Nell’incontro con i/le costituenti, che, prima della Grande Marcia Antimperialista, ha chiuso, il 19 settembre, le giornate del forum di solidarietà, viene portato in risalto il contenuto di innovazione e di originalità del processo costituente bolivariano, insieme con il carattere autentico e specifico della democrazia venezuelana. Nella Costituzione (1961) della IV Repubblica non solo il processo democratico era fortemente limitato, ma, in particolare, esisteva un solo articolo che parlava dei popoli indigeni del Venezuela, che non erano, peraltro, considerati parte integrante della nazione venezuelana; viceversa la Costituzione (1999) con cui s'è inaugurata la V Repubblica, la Costituzione promossa da Hugo Chavez, non solo estende ed amplia i poteri democratici, ma, nello specifico, riconosce pienamente, per la prima volta, i popoli indigeni, saldando così, come ricorda una celebre espressione dello stesso Hugo Chavez, «il debito storico con i popoli indigeni del Venezuela». 
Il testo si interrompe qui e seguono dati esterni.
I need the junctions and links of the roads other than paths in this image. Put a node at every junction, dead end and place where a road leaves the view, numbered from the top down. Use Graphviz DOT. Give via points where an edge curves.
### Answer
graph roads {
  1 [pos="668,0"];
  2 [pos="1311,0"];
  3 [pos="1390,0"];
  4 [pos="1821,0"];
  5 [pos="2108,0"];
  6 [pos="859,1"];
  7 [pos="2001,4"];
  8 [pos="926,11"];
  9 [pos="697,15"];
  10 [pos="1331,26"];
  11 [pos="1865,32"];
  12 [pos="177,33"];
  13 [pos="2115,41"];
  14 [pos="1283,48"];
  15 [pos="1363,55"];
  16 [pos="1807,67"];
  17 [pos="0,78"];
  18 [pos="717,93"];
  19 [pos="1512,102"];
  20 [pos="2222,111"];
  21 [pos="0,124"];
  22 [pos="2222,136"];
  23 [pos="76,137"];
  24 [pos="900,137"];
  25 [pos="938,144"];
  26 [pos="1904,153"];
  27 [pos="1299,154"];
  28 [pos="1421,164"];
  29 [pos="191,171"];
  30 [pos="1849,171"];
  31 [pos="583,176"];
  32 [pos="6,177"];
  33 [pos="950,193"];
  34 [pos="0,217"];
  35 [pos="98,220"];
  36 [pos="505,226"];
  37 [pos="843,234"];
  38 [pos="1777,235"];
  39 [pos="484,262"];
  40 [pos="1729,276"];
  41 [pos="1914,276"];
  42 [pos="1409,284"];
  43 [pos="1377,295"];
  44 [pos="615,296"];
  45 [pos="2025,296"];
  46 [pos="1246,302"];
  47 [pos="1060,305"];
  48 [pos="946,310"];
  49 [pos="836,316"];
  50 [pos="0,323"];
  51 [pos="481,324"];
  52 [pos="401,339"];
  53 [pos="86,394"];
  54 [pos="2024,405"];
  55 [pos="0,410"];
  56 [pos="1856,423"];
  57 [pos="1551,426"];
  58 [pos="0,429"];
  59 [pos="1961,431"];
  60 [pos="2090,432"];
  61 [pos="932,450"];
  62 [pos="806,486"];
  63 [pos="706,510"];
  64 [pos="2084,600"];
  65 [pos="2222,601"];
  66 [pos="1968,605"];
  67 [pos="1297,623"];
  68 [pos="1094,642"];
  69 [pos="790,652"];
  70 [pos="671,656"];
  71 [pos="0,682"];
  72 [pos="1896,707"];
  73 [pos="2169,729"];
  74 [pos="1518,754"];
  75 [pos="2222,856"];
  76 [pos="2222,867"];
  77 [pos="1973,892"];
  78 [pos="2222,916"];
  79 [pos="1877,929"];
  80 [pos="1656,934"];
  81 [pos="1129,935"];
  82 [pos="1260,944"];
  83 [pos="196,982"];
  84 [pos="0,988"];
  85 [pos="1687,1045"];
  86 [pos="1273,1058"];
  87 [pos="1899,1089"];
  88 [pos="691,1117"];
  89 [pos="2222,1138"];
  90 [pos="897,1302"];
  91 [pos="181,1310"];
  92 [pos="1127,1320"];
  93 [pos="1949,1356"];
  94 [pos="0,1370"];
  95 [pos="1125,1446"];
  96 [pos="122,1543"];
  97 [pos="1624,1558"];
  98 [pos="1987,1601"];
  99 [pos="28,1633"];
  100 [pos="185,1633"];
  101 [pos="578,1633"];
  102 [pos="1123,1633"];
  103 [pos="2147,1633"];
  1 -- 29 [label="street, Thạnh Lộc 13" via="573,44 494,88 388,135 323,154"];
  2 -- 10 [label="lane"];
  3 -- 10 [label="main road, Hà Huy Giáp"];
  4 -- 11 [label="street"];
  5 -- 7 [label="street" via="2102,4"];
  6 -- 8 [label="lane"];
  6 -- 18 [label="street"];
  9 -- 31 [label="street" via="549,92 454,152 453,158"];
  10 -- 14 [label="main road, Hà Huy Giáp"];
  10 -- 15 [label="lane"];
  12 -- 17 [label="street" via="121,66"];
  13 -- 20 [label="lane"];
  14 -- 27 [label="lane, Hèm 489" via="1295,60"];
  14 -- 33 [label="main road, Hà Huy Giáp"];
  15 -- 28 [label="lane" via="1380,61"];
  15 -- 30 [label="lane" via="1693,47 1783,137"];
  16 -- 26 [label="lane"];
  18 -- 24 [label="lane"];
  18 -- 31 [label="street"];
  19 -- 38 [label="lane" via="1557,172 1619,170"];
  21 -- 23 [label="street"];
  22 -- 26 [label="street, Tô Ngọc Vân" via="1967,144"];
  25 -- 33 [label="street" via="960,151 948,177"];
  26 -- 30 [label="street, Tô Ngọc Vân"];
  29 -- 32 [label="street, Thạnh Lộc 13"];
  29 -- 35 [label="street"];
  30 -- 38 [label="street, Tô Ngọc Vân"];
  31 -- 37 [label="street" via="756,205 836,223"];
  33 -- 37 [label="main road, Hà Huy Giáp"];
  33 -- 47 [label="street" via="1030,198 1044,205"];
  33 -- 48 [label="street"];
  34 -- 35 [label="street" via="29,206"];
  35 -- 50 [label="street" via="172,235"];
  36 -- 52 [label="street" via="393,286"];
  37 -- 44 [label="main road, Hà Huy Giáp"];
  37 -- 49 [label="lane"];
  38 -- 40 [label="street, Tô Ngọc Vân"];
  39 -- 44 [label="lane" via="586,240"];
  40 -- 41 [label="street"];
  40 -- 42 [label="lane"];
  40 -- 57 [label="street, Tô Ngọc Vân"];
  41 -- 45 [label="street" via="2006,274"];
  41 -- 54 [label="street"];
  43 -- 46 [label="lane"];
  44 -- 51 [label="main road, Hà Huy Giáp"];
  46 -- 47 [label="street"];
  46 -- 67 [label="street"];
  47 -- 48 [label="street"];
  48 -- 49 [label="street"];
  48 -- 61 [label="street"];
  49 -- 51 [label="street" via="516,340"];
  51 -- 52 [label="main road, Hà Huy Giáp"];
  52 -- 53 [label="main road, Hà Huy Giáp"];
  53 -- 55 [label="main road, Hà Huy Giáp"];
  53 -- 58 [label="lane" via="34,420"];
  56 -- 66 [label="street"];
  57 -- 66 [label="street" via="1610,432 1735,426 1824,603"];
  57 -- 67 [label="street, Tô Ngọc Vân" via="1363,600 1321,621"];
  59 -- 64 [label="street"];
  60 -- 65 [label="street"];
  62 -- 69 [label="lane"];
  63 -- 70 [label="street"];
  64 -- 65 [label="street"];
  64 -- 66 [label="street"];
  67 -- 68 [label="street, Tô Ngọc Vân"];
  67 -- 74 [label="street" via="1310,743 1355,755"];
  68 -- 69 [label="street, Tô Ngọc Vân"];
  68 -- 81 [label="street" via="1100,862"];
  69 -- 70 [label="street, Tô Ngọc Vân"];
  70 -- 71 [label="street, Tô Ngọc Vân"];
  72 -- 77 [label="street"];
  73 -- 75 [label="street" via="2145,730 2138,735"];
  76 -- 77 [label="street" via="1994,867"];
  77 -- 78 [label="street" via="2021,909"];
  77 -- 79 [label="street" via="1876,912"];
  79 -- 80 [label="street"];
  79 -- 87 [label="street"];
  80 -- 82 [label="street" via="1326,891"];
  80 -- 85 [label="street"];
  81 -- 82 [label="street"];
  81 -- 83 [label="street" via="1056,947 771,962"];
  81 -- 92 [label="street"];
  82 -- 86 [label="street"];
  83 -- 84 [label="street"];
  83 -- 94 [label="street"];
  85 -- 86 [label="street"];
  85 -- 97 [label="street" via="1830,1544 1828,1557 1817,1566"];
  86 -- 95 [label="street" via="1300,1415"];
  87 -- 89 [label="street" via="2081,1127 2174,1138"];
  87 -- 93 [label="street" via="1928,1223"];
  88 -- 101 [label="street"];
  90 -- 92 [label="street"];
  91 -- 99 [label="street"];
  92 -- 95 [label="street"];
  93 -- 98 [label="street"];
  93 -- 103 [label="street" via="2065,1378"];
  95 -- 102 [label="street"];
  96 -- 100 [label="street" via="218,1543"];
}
Delcy Rodriguez, in qualità di presidentessa della ANC, interviene, con la sua relazione, per ribadire che il movimento internazionale di solidarietà con il Venezuela è profondamente anti-capitalista ed anti-imperialista e si trova oggi a fronteggiare il potere imperiale più forte e minaccioso della storia. La “macchina imperiale” è una macchina che alimenta, riproduce e moltiplica guerra, povertà e diseguaglianza: se oggi otto persone possiedono la ricchezza del 50% del mondo intero, di metà del mondo intero, allora il capitalismo è, né più né meno, il regno della diseguaglianza. Il socialismo bolivariano è un modello in questo mondo di diseguaglianze: perché si costruisce, al tempo stesso, nel senso dell’uguaglianza e della partecipazione. Il «mondo alla rovescia» dell’egemonismo e dell’imperialismo pretende  di minacciare e di aggredire il Venezuela, che invece difende i principi della democrazia e della giustizia sociale. Per questo, il processo costituente in corso in Venezuela è “unico” perché non serve solo a creare una nuova Costituzione, aggiornandola ed approfondendola, ma serve soprattutto a costituire un nuovo processo popolare.
 
Ancora una volta dall’America Latina, sulla scorta degli apprendimenti della Revolución di Cuba e dell’integrazione della «Patria Grande» latino-americana, parte una sfida al modello imperiale, per un mondo pienamente umano, di dignità e di giustizia, infine riassunta nel Proclama di Caracas e trasferita nella prassi attraverso un Piano di Azione con cui continuare a sviluppare partecipazione e solidarietà. Gli spunti di questo piano, confermati dalla plenaria serale del 17 settembre in Teresa Carreño, sono essenzialmente riassumibili nelle seguenti quattro aree di impegno: 1) organizzare il movimento di solidarietà: ad esempio con la creazione di un database di articolazioni solidali e scambi di delegazioni; 2) attivare la campagna di informazione: «La Realtà del Venezuela», attivando iniziative, reti e piattaforme di comunicazione/informazione e contrastando la usuale campagna mediatica di "demonizzazione" del Venezuela; 3) sviluppare un percorso d'azione basato sulla cultura e coinvolgendo le forze intellettuali nel percorso di conoscenza e di sensibilizzazione (iniziative a sfondo culturale, piattaforma di intellettuali, Biblioteca «Todos Somos Venezuela»); 4) pressione sugli organismi internazionali, in primo luogo attivando una strategia che coinvolga partiti, sindacati e realtà sociali e consenta l'attivazione più ampia e solida a sostegno del processo bolivariano.